__Dataset entries__.
================================
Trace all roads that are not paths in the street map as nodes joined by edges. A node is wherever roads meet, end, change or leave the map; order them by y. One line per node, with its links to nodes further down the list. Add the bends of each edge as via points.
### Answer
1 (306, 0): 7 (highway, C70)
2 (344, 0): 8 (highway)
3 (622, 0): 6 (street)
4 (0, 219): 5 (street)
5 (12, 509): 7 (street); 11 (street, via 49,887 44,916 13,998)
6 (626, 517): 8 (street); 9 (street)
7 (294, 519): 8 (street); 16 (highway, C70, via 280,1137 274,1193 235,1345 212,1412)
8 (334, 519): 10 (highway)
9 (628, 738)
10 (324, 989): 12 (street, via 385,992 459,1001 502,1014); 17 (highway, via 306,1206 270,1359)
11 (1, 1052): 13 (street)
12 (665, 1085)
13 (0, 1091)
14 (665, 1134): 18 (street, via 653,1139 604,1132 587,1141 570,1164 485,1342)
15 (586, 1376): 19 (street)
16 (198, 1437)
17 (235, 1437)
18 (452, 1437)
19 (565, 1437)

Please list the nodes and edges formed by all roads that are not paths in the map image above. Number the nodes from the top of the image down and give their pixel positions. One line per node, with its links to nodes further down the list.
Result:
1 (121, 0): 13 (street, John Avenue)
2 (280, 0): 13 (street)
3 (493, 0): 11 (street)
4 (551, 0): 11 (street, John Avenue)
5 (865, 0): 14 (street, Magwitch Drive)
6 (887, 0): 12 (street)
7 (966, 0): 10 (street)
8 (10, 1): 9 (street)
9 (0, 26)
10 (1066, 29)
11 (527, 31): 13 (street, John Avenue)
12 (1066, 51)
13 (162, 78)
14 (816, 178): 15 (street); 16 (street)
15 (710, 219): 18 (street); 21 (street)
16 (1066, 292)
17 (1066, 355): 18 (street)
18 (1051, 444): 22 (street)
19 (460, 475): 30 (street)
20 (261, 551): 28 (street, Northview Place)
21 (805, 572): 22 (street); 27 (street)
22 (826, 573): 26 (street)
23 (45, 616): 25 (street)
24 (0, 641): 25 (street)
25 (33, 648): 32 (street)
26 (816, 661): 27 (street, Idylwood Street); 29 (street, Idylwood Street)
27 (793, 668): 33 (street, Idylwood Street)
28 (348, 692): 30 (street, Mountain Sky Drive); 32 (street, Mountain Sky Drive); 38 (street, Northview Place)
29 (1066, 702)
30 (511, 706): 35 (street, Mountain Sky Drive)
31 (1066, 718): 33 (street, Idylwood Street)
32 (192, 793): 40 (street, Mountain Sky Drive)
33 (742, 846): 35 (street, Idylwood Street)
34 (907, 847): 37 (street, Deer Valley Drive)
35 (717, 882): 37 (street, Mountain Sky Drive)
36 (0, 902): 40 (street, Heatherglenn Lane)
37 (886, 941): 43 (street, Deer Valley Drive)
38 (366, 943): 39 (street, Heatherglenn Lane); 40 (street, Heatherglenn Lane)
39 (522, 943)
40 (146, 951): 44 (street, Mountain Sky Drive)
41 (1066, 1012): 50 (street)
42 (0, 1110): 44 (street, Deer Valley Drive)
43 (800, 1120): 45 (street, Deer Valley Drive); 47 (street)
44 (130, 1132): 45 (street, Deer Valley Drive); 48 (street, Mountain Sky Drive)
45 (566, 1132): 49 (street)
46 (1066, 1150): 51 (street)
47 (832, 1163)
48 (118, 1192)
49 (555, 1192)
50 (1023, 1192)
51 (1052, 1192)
================================
Reproduce exactly the lines from the beginning of the entries above up to and including the line that contains "Please list the".

Trace all roads that are not paths in the street map as nodes joined by edges. A node is wherever roads meet, end, change or leave the map; order them by y. One line per node, with its links to nodes further down the list. Add the bends of each edge as via points.
### Answer
1 (306, 0): 7 (highway, C70)
2 (344, 0): 8 (highway)
3 (622, 0): 6 (street)
4 (0, 219): 5 (street)
5 (12, 509): 7 (street); 11 (street, via 49,887 44,916 13,998)
6 (626, 517): 8 (street); 9 (street)
7 (294, 519): 8 (street); 16 (highway, C70, via 280,1137 274,1193 235,1345 212,1412)
8 (334, 519): 10 (highway)
9 (628, 738)
10 (324, 989): 12 (street, via 385,992 459,1001 502,1014); 17 (highway, via 306,1206 270,1359)
11 (1, 1052): 13 (street)
12 (665, 1085)
13 (0, 1091)
14 (665, 1134): 18 (street, via 653,1139 604,1132 587,1141 570,1164 485,1342)
15 (586, 1376): 19 (street)
16 (198, 1437)
17 (235, 1437)
18 (452, 1437)
19 (565, 1437)

Please list the nodes and edges formed by all roads that are not paths in the map image above. Number the nodes from the top of the image down and give their pixel positions. One line per node, with its links to nodes further down the list.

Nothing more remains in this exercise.